Start of RECORD SET

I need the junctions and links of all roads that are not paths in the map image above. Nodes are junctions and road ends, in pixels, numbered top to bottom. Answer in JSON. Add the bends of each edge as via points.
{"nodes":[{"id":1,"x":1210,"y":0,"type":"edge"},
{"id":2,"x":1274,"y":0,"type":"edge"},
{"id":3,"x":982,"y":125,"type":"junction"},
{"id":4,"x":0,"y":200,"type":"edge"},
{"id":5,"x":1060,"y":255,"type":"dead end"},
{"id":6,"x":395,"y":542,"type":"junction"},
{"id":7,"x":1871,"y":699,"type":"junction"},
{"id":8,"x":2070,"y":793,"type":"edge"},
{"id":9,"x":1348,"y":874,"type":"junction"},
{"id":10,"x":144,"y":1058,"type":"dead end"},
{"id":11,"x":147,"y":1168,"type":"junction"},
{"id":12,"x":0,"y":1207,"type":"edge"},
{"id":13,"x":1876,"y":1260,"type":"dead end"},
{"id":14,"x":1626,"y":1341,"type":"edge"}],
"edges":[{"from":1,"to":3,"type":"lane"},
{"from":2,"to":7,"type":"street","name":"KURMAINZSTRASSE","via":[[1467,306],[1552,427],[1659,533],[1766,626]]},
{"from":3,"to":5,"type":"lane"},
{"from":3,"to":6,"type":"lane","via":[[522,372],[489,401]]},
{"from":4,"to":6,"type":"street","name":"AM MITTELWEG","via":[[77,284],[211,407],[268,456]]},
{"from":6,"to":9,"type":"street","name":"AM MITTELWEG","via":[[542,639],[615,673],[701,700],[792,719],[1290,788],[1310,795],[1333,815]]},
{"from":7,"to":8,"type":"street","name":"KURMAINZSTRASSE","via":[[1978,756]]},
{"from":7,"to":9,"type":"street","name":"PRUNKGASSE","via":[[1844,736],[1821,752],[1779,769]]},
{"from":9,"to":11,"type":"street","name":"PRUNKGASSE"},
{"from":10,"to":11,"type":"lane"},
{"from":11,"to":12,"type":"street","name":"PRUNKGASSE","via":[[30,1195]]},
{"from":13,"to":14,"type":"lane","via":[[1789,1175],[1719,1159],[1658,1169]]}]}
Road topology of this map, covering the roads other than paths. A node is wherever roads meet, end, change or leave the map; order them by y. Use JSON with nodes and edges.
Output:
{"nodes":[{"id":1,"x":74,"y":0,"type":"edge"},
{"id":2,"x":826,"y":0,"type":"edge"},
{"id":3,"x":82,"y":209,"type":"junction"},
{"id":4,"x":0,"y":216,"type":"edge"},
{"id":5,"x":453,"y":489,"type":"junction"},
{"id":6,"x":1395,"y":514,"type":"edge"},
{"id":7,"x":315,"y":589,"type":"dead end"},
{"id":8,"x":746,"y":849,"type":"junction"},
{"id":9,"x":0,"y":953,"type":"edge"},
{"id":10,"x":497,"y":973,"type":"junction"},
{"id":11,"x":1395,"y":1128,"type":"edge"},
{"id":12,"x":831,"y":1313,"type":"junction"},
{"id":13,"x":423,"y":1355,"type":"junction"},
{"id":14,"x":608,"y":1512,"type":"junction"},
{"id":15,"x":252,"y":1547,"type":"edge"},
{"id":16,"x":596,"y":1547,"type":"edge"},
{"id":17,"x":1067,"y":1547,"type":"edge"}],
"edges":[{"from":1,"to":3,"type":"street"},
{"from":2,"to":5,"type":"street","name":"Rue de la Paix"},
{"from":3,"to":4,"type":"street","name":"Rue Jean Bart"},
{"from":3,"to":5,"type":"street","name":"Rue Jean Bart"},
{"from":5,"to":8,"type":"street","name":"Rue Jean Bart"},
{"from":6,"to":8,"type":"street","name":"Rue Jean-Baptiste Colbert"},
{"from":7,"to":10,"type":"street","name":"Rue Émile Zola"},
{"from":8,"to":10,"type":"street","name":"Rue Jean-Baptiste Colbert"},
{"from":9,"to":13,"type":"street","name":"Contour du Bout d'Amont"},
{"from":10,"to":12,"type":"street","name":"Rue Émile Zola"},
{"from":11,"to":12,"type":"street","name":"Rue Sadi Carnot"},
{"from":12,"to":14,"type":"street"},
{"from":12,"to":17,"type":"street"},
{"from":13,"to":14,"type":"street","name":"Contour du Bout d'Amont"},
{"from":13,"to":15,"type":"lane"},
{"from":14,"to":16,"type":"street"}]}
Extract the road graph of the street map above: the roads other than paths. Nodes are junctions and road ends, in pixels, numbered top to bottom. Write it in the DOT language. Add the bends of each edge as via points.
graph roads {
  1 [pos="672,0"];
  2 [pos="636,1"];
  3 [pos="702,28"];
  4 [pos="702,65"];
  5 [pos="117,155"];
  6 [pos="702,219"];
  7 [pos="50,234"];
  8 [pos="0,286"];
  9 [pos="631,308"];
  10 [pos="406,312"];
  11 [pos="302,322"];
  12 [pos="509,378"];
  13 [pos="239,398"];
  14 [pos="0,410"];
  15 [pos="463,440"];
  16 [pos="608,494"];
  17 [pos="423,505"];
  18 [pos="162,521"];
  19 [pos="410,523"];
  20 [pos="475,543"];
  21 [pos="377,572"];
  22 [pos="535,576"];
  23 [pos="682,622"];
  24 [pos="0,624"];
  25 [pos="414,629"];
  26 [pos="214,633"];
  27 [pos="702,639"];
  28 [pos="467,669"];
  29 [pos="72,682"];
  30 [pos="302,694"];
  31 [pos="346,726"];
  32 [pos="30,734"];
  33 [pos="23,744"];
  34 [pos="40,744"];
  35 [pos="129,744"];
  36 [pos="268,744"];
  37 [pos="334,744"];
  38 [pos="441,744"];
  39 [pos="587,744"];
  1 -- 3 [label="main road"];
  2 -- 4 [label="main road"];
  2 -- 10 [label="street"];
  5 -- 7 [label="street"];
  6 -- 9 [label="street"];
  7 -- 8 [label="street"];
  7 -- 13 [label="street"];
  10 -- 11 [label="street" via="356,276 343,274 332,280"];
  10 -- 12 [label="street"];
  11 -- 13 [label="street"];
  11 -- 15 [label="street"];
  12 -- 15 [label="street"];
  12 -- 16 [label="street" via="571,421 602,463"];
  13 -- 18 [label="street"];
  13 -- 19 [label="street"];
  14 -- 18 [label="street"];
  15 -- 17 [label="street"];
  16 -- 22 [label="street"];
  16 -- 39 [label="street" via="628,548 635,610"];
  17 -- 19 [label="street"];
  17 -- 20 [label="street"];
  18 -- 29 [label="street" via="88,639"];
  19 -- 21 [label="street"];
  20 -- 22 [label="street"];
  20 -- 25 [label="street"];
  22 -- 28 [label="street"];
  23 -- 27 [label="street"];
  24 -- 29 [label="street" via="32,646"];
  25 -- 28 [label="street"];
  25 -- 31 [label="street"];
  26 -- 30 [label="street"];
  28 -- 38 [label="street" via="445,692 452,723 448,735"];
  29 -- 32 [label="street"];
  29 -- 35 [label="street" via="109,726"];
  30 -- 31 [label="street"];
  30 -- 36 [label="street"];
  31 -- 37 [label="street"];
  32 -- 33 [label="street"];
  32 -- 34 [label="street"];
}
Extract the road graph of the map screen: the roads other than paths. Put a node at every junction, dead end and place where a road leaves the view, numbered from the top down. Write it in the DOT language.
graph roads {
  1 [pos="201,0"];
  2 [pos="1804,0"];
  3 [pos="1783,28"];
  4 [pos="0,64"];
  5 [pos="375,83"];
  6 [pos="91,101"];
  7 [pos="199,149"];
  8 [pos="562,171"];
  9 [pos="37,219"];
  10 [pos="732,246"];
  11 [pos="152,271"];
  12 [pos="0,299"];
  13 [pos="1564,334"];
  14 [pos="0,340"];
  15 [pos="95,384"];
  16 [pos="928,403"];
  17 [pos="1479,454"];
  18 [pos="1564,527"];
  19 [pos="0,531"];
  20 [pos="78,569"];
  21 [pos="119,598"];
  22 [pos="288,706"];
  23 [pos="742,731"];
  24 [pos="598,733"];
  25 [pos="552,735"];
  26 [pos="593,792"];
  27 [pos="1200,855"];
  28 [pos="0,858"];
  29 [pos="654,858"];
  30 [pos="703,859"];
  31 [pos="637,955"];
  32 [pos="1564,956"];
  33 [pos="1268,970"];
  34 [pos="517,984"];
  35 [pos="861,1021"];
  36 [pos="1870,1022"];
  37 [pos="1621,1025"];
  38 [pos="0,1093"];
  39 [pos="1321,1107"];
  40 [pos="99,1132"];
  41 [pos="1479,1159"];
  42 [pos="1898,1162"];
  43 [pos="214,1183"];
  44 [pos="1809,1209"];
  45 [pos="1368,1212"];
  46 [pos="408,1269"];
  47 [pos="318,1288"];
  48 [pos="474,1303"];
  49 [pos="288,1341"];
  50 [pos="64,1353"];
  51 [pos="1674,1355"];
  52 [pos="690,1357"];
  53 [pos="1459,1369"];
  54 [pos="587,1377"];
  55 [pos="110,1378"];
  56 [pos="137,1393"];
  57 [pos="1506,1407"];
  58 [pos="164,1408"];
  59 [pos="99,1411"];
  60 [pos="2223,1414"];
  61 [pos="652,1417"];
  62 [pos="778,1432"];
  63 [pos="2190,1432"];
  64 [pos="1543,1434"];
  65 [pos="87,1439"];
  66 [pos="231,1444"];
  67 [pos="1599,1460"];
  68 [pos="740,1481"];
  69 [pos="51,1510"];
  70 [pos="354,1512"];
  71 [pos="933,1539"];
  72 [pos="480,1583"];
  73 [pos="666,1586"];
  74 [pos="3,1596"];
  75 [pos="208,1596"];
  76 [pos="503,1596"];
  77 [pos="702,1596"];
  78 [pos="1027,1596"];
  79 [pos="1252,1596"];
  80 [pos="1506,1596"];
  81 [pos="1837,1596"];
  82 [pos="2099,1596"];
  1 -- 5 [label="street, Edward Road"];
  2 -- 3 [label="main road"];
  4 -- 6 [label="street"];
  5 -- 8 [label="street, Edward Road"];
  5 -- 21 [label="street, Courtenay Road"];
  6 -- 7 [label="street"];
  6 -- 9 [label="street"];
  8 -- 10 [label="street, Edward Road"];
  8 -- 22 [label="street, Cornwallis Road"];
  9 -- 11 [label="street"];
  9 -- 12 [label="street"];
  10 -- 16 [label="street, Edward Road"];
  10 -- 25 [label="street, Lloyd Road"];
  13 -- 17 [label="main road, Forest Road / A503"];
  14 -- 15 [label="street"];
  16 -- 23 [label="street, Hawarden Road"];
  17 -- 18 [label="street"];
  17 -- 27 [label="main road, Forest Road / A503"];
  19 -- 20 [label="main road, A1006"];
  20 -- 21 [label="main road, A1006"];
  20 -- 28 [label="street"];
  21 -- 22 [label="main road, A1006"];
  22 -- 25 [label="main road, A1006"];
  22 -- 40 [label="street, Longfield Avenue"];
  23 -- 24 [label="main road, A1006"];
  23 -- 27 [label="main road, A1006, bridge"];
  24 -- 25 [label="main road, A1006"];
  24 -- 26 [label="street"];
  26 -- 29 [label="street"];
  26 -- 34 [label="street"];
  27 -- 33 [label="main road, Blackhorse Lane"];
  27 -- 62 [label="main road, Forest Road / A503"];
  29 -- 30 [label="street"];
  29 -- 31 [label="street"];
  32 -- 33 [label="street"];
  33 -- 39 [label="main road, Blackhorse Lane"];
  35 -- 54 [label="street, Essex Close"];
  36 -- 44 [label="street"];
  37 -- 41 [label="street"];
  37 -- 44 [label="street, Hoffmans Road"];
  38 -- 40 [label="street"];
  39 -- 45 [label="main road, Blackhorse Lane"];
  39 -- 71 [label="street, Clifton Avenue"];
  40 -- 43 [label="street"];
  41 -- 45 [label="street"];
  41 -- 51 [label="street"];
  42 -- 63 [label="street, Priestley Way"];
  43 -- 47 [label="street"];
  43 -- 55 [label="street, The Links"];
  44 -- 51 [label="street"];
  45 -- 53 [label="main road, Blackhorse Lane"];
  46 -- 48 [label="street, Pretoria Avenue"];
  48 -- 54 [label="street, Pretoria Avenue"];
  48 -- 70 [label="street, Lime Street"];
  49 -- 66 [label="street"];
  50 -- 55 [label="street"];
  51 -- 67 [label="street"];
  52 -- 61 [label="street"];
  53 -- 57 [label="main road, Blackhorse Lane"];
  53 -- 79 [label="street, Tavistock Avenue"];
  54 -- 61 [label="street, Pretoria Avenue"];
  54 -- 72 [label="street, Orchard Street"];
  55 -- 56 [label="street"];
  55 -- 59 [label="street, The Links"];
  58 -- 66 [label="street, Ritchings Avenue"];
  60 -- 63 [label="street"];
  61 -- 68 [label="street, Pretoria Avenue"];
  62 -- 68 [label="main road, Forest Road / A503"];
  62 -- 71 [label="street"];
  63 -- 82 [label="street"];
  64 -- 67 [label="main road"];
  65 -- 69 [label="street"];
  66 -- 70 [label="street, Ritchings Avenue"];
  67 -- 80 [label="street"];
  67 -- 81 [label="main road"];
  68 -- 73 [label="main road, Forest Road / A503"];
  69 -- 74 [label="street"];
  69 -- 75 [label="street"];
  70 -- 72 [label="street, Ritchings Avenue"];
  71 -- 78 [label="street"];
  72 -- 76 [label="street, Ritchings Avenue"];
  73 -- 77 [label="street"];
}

End of RECORD SET

TRY IT => Please report every line of the records above that contains the word "points".

REPLY TO THE TASK =>
I need the junctions and links of all roads that are not paths in the map image above. Nodes are junctions and road ends, in pixels, numbered top to bottom. Answer in JSON. Add the bends of each edge as via points.
Extract the road graph of the street map above: the roads other than paths. Nodes are junctions and road ends, in pixels, numbered top to bottom. Write it in the DOT language. Add the bends of each edge as via points.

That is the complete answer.